The entries should be restated word for word.

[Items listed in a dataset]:
══════════════════════════════
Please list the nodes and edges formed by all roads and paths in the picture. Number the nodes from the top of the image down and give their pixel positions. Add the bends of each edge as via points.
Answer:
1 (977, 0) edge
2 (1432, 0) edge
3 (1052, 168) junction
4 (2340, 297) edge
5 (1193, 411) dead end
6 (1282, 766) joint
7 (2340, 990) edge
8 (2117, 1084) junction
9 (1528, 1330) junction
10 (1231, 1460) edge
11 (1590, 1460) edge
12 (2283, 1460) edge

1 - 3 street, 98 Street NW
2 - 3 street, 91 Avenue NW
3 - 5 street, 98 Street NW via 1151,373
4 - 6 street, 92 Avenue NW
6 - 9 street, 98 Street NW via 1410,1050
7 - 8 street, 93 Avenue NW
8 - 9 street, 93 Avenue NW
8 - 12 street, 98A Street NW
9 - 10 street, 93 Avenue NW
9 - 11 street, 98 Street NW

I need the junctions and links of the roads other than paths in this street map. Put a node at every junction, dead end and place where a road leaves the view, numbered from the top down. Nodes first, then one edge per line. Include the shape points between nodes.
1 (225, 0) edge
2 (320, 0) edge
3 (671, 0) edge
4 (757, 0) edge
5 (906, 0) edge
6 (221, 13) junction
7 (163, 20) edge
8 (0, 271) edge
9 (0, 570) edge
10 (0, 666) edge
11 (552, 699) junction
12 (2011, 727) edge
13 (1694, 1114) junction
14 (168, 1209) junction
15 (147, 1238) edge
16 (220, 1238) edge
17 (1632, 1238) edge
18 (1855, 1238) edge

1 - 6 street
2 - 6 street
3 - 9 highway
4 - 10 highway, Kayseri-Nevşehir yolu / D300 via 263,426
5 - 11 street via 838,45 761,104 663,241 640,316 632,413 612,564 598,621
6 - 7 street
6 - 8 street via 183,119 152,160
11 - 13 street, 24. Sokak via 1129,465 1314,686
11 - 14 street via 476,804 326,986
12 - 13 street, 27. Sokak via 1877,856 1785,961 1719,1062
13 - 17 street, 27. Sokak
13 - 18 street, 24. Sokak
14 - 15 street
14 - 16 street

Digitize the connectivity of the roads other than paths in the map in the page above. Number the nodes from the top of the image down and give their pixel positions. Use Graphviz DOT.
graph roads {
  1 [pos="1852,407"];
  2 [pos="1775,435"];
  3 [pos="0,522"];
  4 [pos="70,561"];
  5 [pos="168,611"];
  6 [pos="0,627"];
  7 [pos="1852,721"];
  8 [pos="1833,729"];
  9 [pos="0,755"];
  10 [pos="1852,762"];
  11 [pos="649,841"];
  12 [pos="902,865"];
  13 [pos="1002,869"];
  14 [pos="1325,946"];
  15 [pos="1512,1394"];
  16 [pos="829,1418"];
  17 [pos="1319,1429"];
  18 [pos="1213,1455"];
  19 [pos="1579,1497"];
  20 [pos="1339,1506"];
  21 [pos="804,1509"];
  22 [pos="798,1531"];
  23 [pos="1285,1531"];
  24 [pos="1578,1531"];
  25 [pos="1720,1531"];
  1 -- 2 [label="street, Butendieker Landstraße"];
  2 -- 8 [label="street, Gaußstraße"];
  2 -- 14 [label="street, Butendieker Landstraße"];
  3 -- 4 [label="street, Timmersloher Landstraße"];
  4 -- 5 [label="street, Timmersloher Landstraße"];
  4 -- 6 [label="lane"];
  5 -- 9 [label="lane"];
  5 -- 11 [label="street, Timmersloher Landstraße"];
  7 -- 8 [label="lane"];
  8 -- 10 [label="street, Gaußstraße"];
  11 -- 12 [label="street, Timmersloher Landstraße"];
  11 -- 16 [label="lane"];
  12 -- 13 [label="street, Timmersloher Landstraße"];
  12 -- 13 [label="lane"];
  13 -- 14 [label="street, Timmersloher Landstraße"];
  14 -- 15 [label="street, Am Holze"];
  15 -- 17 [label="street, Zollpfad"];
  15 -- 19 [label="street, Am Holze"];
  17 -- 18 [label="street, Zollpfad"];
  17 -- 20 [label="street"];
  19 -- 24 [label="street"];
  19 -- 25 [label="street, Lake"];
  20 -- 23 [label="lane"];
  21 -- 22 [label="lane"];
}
══════════════════════════════
[Result of this task]:
Please list the nodes and edges formed by all roads and paths in the picture. Number the nodes from the top of the image down and give their pixel positions. Add the bends of each edge as via points.
Answer:
1 (977, 0) edge
2 (1432, 0) edge
3 (1052, 168) junction
4 (2340, 297) edge
5 (1193, 411) dead end
6 (1282, 766) joint
7 (2340, 990) edge
8 (2117, 1084) junction
9 (1528, 1330) junction
10 (1231, 1460) edge
11 (1590, 1460) edge
12 (2283, 1460) edge

1 - 3 street, 98 Street NW
2 - 3 street, 91 Avenue NW
3 - 5 street, 98 Street NW via 1151,373
4 - 6 street, 92 Avenue NW
6 - 9 street, 98 Street NW via 1410,1050
7 - 8 street, 93 Avenue NW
8 - 9 street, 93 Avenue NW
8 - 12 street, 98A Street NW
9 - 10 street, 93 Avenue NW
9 - 11 street, 98 Street NW

I need the junctions and links of the roads other than paths in this street map. Put a node at every junction, dead end and place where a road leaves the view, numbered from the top down. Nodes first, then one edge per line. Include the shape points between nodes.
1 (225, 0) edge
2 (320, 0) edge
3 (671, 0) edge
4 (757, 0) edge
5 (906, 0) edge
6 (221, 13) junction
7 (163, 20) edge
8 (0, 271) edge
9 (0, 570) edge
10 (0, 666) edge
11 (552, 699) junction
12 (2011, 727) edge
13 (1694, 1114) junction
14 (168, 1209) junction
15 (147, 1238) edge
16 (220, 1238) edge
17 (1632, 1238) edge
18 (1855, 1238) edge

1 - 6 street
2 - 6 street
3 - 9 highway
4 - 10 highway, Kayseri-Nevşehir yolu / D300 via 263,426
5 - 11 street via 838,45 761,104 663,241 640,316 632,413 612,564 598,621
6 - 7 street
6 - 8 street via 183,119 152,160
11 - 13 street, 24. Sokak via 1129,465 1314,686
11 - 14 street via 476,804 326,986
12 - 13 street, 27. Sokak via 1877,856 1785,961 1719,1062
13 - 17 street, 27. Sokak
13 - 18 street, 24. Sokak
14 - 15 street
14 - 16 street

Digitize the connectivity of the roads other than paths in the map in the page above. Number the nodes from the top of the image down and give their pixel positions. Use Graphviz DOT.
graph roads {
  1 [pos="1852,407"];
  2 [pos="1775,435"];
  3 [pos="0,522"];
  4 [pos="70,561"];
  5 [pos="168,611"];
  6 [pos="0,627"];
  7 [pos="1852,721"];
  8 [pos="1833,729"];
  9 [pos="0,755"];
  10 [pos="1852,762"];
  11 [pos="649,841"];
  12 [pos="902,865"];
  13 [pos="1002,869"];
  14 [pos="1325,946"];
  15 [pos="1512,1394"];
  16 [pos="829,1418"];
  17 [pos="1319,1429"];
  18 [pos="1213,1455"];
  19 [pos="1579,1497"];
  20 [pos="1339,1506"];
  21 [pos="804,1509"];
  22 [pos="798,1531"];
  23 [pos="1285,1531"];
  24 [pos="1578,1531"];
  25 [pos="1720,1531"];
  1 -- 2 [label="street, Butendieker Landstraße"];
  2 -- 8 [label="street, Gaußstraße"];
  2 -- 14 [label="street, Butendieker Landstraße"];
  3 -- 4 [label="street, Timmersloher Landstraße"];
  4 -- 5 [label="street, Timmersloher Landstraße"];
  4 -- 6 [label="lane"];
  5 -- 9 [label="lane"];
  5 -- 11 [label="street, Timmersloher Landstraße"];
  7 -- 8 [label="lane"];
  8 -- 10 [label="street, Gaußstraße"];
  11 -- 12 [label="street, Timmersloher Landstraße"];
  11 -- 16 [label="lane"];
  12 -- 13 [label="street, Timmersloher Landstraße"];
  12 -- 13 [label="lane"];
  13 -- 14 [label="street, Timmersloher Landstraße"];
  14 -- 15 [label="street, Am Holze"];
  15 -- 17 [label="street, Zollpfad"];
  15 -- 19 [label="street, Am Holze"];
  17 -- 18 [label="street, Zollpfad"];
  17 -- 20 [label="street"];
  19 -- 24 [label="street"];
  19 -- 25 [label="street, Lake"];
  20 -- 23 [label="lane"];
  21 -- 22 [label="lane"];
}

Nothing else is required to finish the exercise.